● **Task goal**: Your reply should contain the whole listing below, repeated exactly, and no images.

● **Input data**:
++++++++++
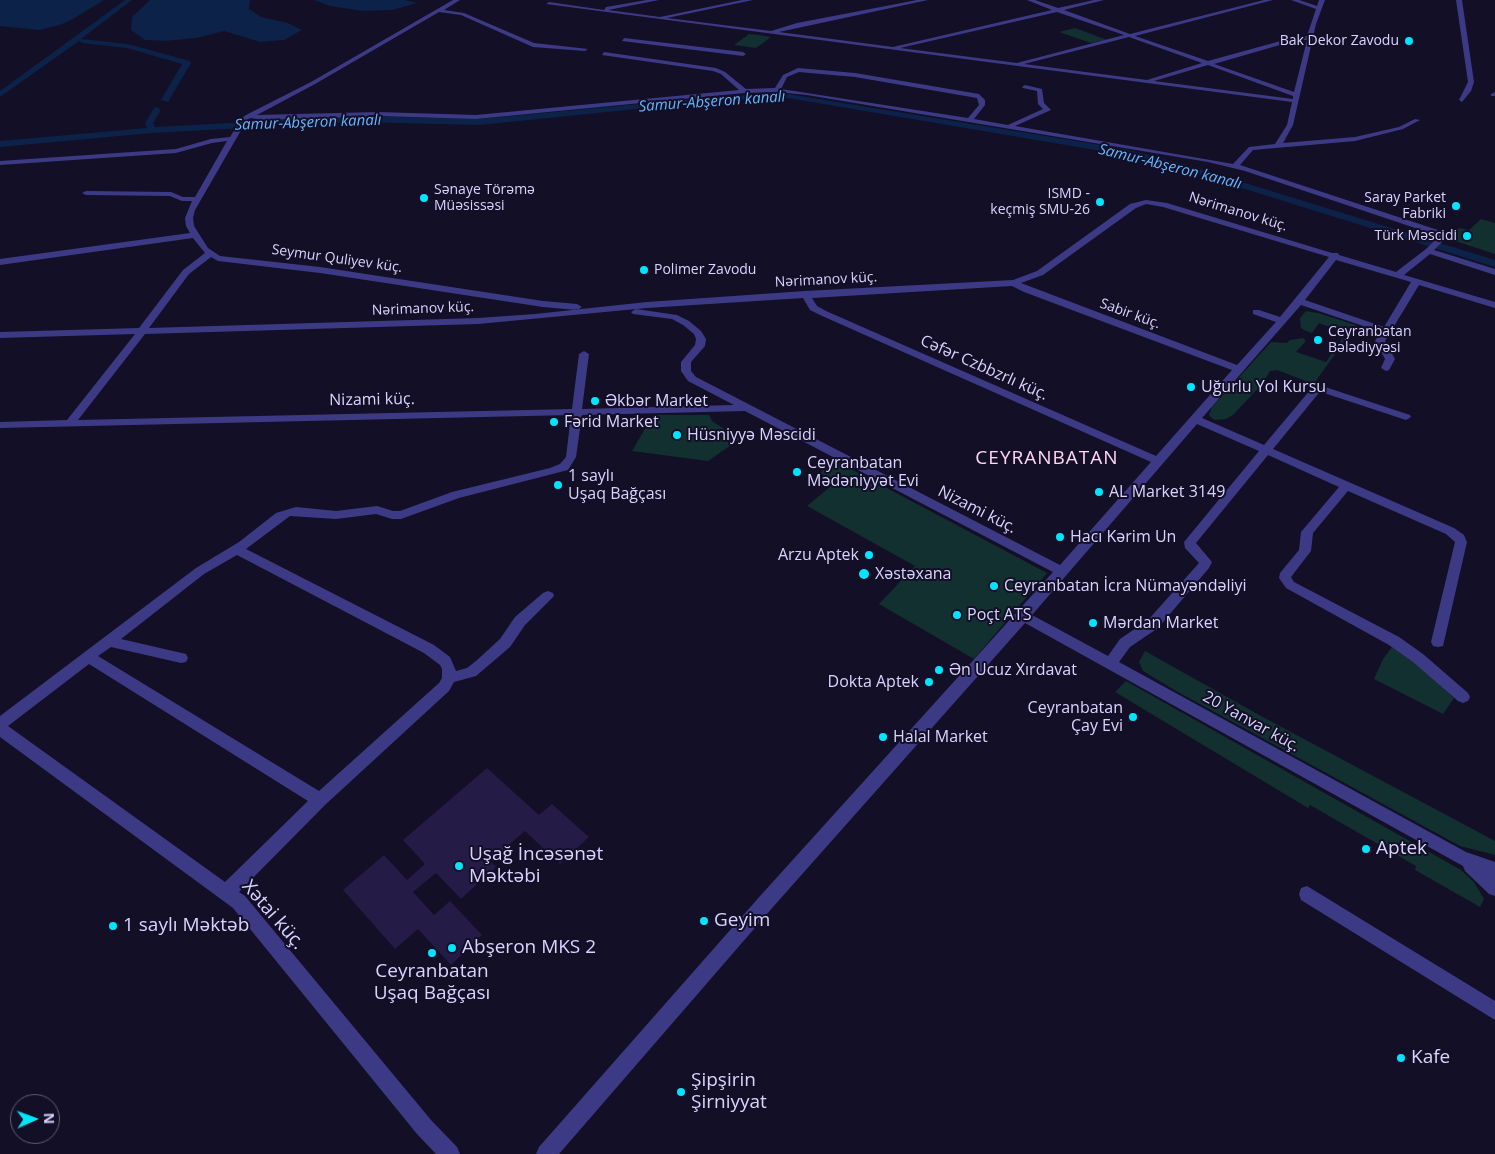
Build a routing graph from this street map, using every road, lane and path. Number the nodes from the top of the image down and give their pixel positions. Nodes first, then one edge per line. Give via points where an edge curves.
1 (458, 0) edge
2 (569, 0) edge
3 (656, 0) edge
4 (750, 0) edge
5 (925, 0) edge
6 (1030, 0) edge
7 (1101, 0) edge
8 (1270, 0) edge
9 (1294, 0) edge
10 (1322, 0) edge
11 (1459, 0) edge
12 (1319, 8) junction
13 (1057, 10) junction
14 (440, 11) junction
15 (597, 11) junction
16 (653, 19) junction
17 (769, 34) junction
18 (1130, 36) junction
19 (1311, 38) junction
20 (624, 40) dead end
21 (660, 45) junction
22 (585, 49) dead end
23 (889, 49) junction
24 (654, 50) dead end
25 (706, 50) junction
26 (604, 54) dead end
27 (648, 54) dead end
28 (743, 54) dead end
29 (700, 55) dead end
30 (643, 59) junction
31 (694, 59) dead end
32 (687, 64) junction
33 (1207, 64) junction
34 (1017, 65) junction
35 (1149, 82) junction
36 (1025, 87) dead end
37 (777, 90) junction
38 (744, 91) junction
39 (871, 94) dead end
40 (1296, 98) junction
41 (1462, 100) dead end
42 (864, 102) junction
43 (248, 116) junction
44 (970, 120) junction
45 (1417, 120) dead end
46 (1009, 127) junction
47 (1358, 128) dead end
48 (1375, 135) junction
49 (231, 139) junction
50 (1278, 145) junction
51 (0, 163) edge
52 (1234, 166) junction
53 (86, 193) dead end
54 (198, 199) junction
55 (195, 235) junction
56 (1429, 251) junction
57 (210, 254) junction
58 (1335, 255) junction
59 (0, 262) edge
60 (1495, 272) edge
61 (1399, 274) junction
62 (1417, 280) junction
63 (1014, 283) junction
64 (805, 294) junction
65 (1299, 302) junction
66 (1495, 305) edge
67 (603, 310) junction
68 (1256, 312) dead end
69 (1282, 321) junction
70 (142, 330) junction
71 (1386, 330) junction
72 (0, 335) edge
73 (584, 354) dead end
74 (1238, 368) junction
75 (1386, 368) dead end
76 (744, 408) junction
77 (576, 412) junction
78 (1406, 417) dead end
79 (1195, 419) junction
80 (70, 423) junction
81 (0, 425) edge
82 (1266, 451) junction
83 (1158, 461) junction
84 (1346, 486) junction
85 (236, 549) junction
86 (1061, 571) junction
87 (548, 596) dead end
88 (1023, 616) junction
89 (109, 641) junction
90 (1438, 642) dead end
91 (90, 657) junction
92 (182, 658) dead end
93 (1110, 664) junction
94 (449, 678) junction
95 (1463, 697) dead end
96 (0, 724) edge
97 (0, 729) edge
98 (320, 800) junction
99 (1461, 858) junction
100 (1495, 870) edge
101 (1495, 888) edge
102 (227, 892) junction
103 (1307, 894) dead end
104 (1495, 1011) edge
105 (450, 1154) edge
106 (546, 1154) edge

1 - 14 street
2 - 15 street via 549,4
3 - 15 street
4 - 16 street
5 - 17 street
6 - 13 street
7 - 13 street
8 - 18 street
9 - 12 street
10 - 12 street
11 - 41 street via 1470,75 1470,87
12 - 19 street
13 - 18 street
13 - 23 street
14 - 22 street via 462,14 534,45
14 - 43 street
15 - 16 street
16 - 17 street
17 - 23 street
18 - 33 street
18 - 34 street
19 - 33 street via 1297,38
19 - 40 street
20 - 21 street
21 - 24 street
21 - 25 street
23 - 34 street
25 - 28 street
25 - 29 street
26 - 30 street
27 - 30 street
30 - 32 street
31 - 32 street
32 - 38 street via 719,70
33 - 35 street
33 - 40 street
34 - 35 street
35 - 40 street
36 - 46 street via 1040,90 1041,104 1048,110
37 - 38 street
37 - 42 street
37 - 44 street via 785,76 798,70 855,75 979,96 982,105
38 - 43 street via 494,116
39 - 42 street
40 - 50 street via 1290,125
42 - 44 street
43 - 49 street via 241,121
44 - 46 street
45 - 48 street
46 - 52 street
47 - 48 street
48 - 50 street via 1335,142
49 - 51 street via 176,150
49 - 54 street
50 - 52 street via 1251,148
52 - 56 street via 1444,235
53 - 54 street via 171,194 182,199
54 - 55 street via 188,218
55 - 57 street
55 - 59 street
56 - 60 street
56 - 61 street
57 - 67 street, Seymur Quliyev küç.
57 - 70 street via 186,272
58 - 61 street, Nərimanov küç.
58 - 63 street, Nərimanov küç. via 1146,202 1133,206 1040,274
58 - 65 street
61 - 62 street, Nərimanov küç.
62 - 66 street, Nərimanov küç.
62 - 71 street
63 - 64 street, Nərimanov küç.
63 - 74 street, Sabir küç.
64 - 67 street, Nərimanov küç.
64 - 83 street, Cəfər Czbbzrlı küç. via 813,308 824,314
65 - 69 street
65 - 71 street
67 - 70 street, Nərimanov küç. via 478,321
67 - 76 street, Nizami küç. via 660,314 686,323 701,339 700,346 686,362 686,371 692,379
68 - 69 street
69 - 74 street
70 - 72 street, Nərimanov küç.
70 - 80 street
71 - 75 street via 1380,342 1390,359
73 - 77 street
74 - 79 street
76 - 77 street, Nizami küç.
76 - 86 street, Nizami küç.
77 - 80 street, Nizami küç.
77 - 85 street via 571,457 568,463 553,471 456,495 401,515 377,510 336,515 296,510 288,512
78 - 82 street via 1319,389
79 - 82 street
79 - 83 street
80 - 81 street, Nizami küç.
82 - 84 street
82 - 93 street via 1190,542 1205,565 1153,624 1125,643
83 - 86 street
84 - 90 street via 1460,538 1462,542
84 - 95 street via 1307,532 1305,551 1285,578 1290,584 1394,641
85 - 89 street via 200,571
85 - 94 street via 429,649 445,662
86 - 88 street
87 - 94 street via 520,621 505,644 481,665 471,672
88 - 93 street, 20 Yanvar küç.
88 - 106 street
89 - 91 street
89 - 92 street
91 - 96 street
91 - 98 street
93 - 99 street, 20 Yanvar küç.
94 - 98 street via 444,687
97 - 102 street, Xətai küç.
98 - 102 street
99 - 100 street
99 - 101 street
102 - 105 street, Xətai küç. via 248,912 424,1127
103 - 104 street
++++++++++
● **Result of the task**:
Build a routing graph from this street map, using every road, lane and path. Number the nodes from the top of the image down and give their pixel positions. Nodes first, then one edge per line. Give via points where an edge curves.
1 (458, 0) edge
2 (569, 0) edge
3 (656, 0) edge
4 (750, 0) edge
5 (925, 0) edge
6 (1030, 0) edge
7 (1101, 0) edge
8 (1270, 0) edge
9 (1294, 0) edge
10 (1322, 0) edge
11 (1459, 0) edge
12 (1319, 8) junction
13 (1057, 10) junction
14 (440, 11) junction
15 (597, 11) junction
16 (653, 19) junction
17 (769, 34) junction
18 (1130, 36) junction
19 (1311, 38) junction
20 (624, 40) dead end
21 (660, 45) junction
22 (585, 49) dead end
23 (889, 49) junction
24 (654, 50) dead end
25 (706, 50) junction
26 (604, 54) dead end
27 (648, 54) dead end
28 (743, 54) dead end
29 (700, 55) dead end
30 (643, 59) junction
31 (694, 59) dead end
32 (687, 64) junction
33 (1207, 64) junction
34 (1017, 65) junction
35 (1149, 82) junction
36 (1025, 87) dead end
37 (777, 90) junction
38 (744, 91) junction
39 (871, 94) dead end
40 (1296, 98) junction
41 (1462, 100) dead end
42 (864, 102) junction
43 (248, 116) junction
44 (970, 120) junction
45 (1417, 120) dead end
46 (1009, 127) junction
47 (1358, 128) dead end
48 (1375, 135) junction
49 (231, 139) junction
50 (1278, 145) junction
51 (0, 163) edge
52 (1234, 166) junction
53 (86, 193) dead end
54 (198, 199) junction
55 (195, 235) junction
56 (1429, 251) junction
57 (210, 254) junction
58 (1335, 255) junction
59 (0, 262) edge
60 (1495, 272) edge
61 (1399, 274) junction
62 (1417, 280) junction
63 (1014, 283) junction
64 (805, 294) junction
65 (1299, 302) junction
66 (1495, 305) edge
67 (603, 310) junction
68 (1256, 312) dead end
69 (1282, 321) junction
70 (142, 330) junction
71 (1386, 330) junction
72 (0, 335) edge
73 (584, 354) dead end
74 (1238, 368) junction
75 (1386, 368) dead end
76 (744, 408) junction
77 (576, 412) junction
78 (1406, 417) dead end
79 (1195, 419) junction
80 (70, 423) junction
81 (0, 425) edge
82 (1266, 451) junction
83 (1158, 461) junction
84 (1346, 486) junction
85 (236, 549) junction
86 (1061, 571) junction
87 (548, 596) dead end
88 (1023, 616) junction
89 (109, 641) junction
90 (1438, 642) dead end
91 (90, 657) junction
92 (182, 658) dead end
93 (1110, 664) junction
94 (449, 678) junction
95 (1463, 697) dead end
96 (0, 724) edge
97 (0, 729) edge
98 (320, 800) junction
99 (1461, 858) junction
100 (1495, 870) edge
101 (1495, 888) edge
102 (227, 892) junction
103 (1307, 894) dead end
104 (1495, 1011) edge
105 (450, 1154) edge
106 (546, 1154) edge

1 - 14 street
2 - 15 street via 549,4
3 - 15 street
4 - 16 street
5 - 17 street
6 - 13 street
7 - 13 street
8 - 18 street
9 - 12 street
10 - 12 street
11 - 41 street via 1470,75 1470,87
12 - 19 street
13 - 18 street
13 - 23 street
14 - 22 street via 462,14 534,45
14 - 43 street
15 - 16 street
16 - 17 street
17 - 23 street
18 - 33 street
18 - 34 street
19 - 33 street via 1297,38
19 - 40 street
20 - 21 street
21 - 24 street
21 - 25 street
23 - 34 street
25 - 28 street
25 - 29 street
26 - 30 street
27 - 30 street
30 - 32 street
31 - 32 street
32 - 38 street via 719,70
33 - 35 street
33 - 40 street
34 - 35 street
35 - 40 street
36 - 46 street via 1040,90 1041,104 1048,110
37 - 38 street
37 - 42 street
37 - 44 street via 785,76 798,70 855,75 979,96 982,105
38 - 43 street via 494,116
39 - 42 street
40 - 50 street via 1290,125
42 - 44 street
43 - 49 street via 241,121
44 - 46 street
45 - 48 street
46 - 52 street
47 - 48 street
48 - 50 street via 1335,142
49 - 51 street via 176,150
49 - 54 street
50 - 52 street via 1251,148
52 - 56 street via 1444,235
53 - 54 street via 171,194 182,199
54 - 55 street via 188,218
55 - 57 street
55 - 59 street
56 - 60 street
56 - 61 street
57 - 67 street, Seymur Quliyev küç.
57 - 70 street via 186,272
58 - 61 street, Nərimanov küç.
58 - 63 street, Nərimanov küç. via 1146,202 1133,206 1040,274
58 - 65 street
61 - 62 street, Nərimanov küç.
62 - 66 street, Nərimanov küç.
62 - 71 street
63 - 64 street, Nərimanov küç.
63 - 74 street, Sabir küç.
64 - 67 street, Nərimanov küç.
64 - 83 street, Cəfər Czbbzrlı küç. via 813,308 824,314
65 - 69 street
65 - 71 street
67 - 70 street, Nərimanov küç. via 478,321
67 - 76 street, Nizami küç. via 660,314 686,323 701,339 700,346 686,362 686,371 692,379
68 - 69 street
69 - 74 street
70 - 72 street, Nərimanov küç.
70 - 80 street
71 - 75 street via 1380,342 1390,359
73 - 77 street
74 - 79 street
76 - 77 street, Nizami küç.
76 - 86 street, Nizami küç.
77 - 80 street, Nizami küç.
77 - 85 street via 571,457 568,463 553,471 456,495 401,515 377,510 336,515 296,510 288,512
78 - 82 street via 1319,389
79 - 82 street
79 - 83 street
80 - 81 street, Nizami küç.
82 - 84 street
82 - 93 street via 1190,542 1205,565 1153,624 1125,643
83 - 86 street
84 - 90 street via 1460,538 1462,542
84 - 95 street via 1307,532 1305,551 1285,578 1290,584 1394,641
85 - 89 street via 200,571
85 - 94 street via 429,649 445,662
86 - 88 street
87 - 94 street via 520,621 505,644 481,665 471,672
88 - 93 street, 20 Yanvar küç.
88 - 106 street
89 - 91 street
89 - 92 street
91 - 96 street
91 - 98 street
93 - 99 street, 20 Yanvar küç.
94 - 98 street via 444,687
97 - 102 street, Xətai küç.
98 - 102 street
99 - 100 street
99 - 101 street
102 - 105 street, Xətai küç. via 248,912 424,1127
103 - 104 street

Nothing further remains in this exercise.